In 'The Souvenir Part II," a human-scaled epic concludes
ABC News
Joanna Hogg first had the instinct to make a film about her then unfolding relationship to her heroin-addicted first love in 1979
NEW YORK -- Joanna Hogg first had the instinct to make a film about her then-unfolding relationship to her heroin-addicted first love — a traumatic and formative time that coincided with her coming-of-age as a filmmaker — in 1979.
Back then, she didn’t feel capable of tackling something so ambitious and personal. Her career detoured, instead, into television. It wasn’t until Hogg was 47 that she determinedly returned to movies. After making three well-received features, Hogg felt she was finally ready.
The result — “The Souvenir,” which Hogg made in two parts, filmed two years apart — is a stunner. A sublime work of memory and autobiography, “The Souvenir” ( the second part of which a24 opens in theaters Friday ) captures a masterful filmmaker using all her accrued skill to revisit her early, half-formed life as a young filmmaker in the midst of finding herself.
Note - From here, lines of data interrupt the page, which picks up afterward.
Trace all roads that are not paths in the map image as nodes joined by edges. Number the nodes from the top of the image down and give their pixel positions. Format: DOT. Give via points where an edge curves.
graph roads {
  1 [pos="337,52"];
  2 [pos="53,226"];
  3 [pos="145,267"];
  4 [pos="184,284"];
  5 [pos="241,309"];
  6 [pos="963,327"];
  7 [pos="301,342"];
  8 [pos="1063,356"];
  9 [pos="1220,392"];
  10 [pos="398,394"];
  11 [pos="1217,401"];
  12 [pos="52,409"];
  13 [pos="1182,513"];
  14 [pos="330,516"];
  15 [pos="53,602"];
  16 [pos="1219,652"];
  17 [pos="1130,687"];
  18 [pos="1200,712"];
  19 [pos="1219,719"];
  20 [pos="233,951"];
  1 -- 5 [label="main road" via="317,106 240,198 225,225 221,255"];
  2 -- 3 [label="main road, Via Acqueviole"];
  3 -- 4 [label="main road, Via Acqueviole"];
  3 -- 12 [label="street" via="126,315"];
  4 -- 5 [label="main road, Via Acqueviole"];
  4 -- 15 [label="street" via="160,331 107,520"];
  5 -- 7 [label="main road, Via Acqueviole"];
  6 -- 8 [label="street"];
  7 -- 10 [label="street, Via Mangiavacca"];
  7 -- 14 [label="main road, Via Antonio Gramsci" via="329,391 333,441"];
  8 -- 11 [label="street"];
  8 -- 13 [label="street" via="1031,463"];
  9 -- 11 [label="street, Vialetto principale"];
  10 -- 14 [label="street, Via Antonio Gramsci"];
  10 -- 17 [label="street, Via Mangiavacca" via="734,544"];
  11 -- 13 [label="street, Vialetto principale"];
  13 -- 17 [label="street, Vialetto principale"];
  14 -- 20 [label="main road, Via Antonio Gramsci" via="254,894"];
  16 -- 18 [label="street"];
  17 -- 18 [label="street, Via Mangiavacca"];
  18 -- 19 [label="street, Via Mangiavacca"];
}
“I was surprised with the making of both these films how I remembered more than I thought I did,” Hogg said in a recent interview from London. (Her Zoom window read “fellini.”) “Sometimes, it’s just about focusing on that particular point in time and then things come up. I wouldn’t have said that before the process because I didn’t believe that was possible. I thought you remember what you remember, that there’s no way to retrieve a memory.”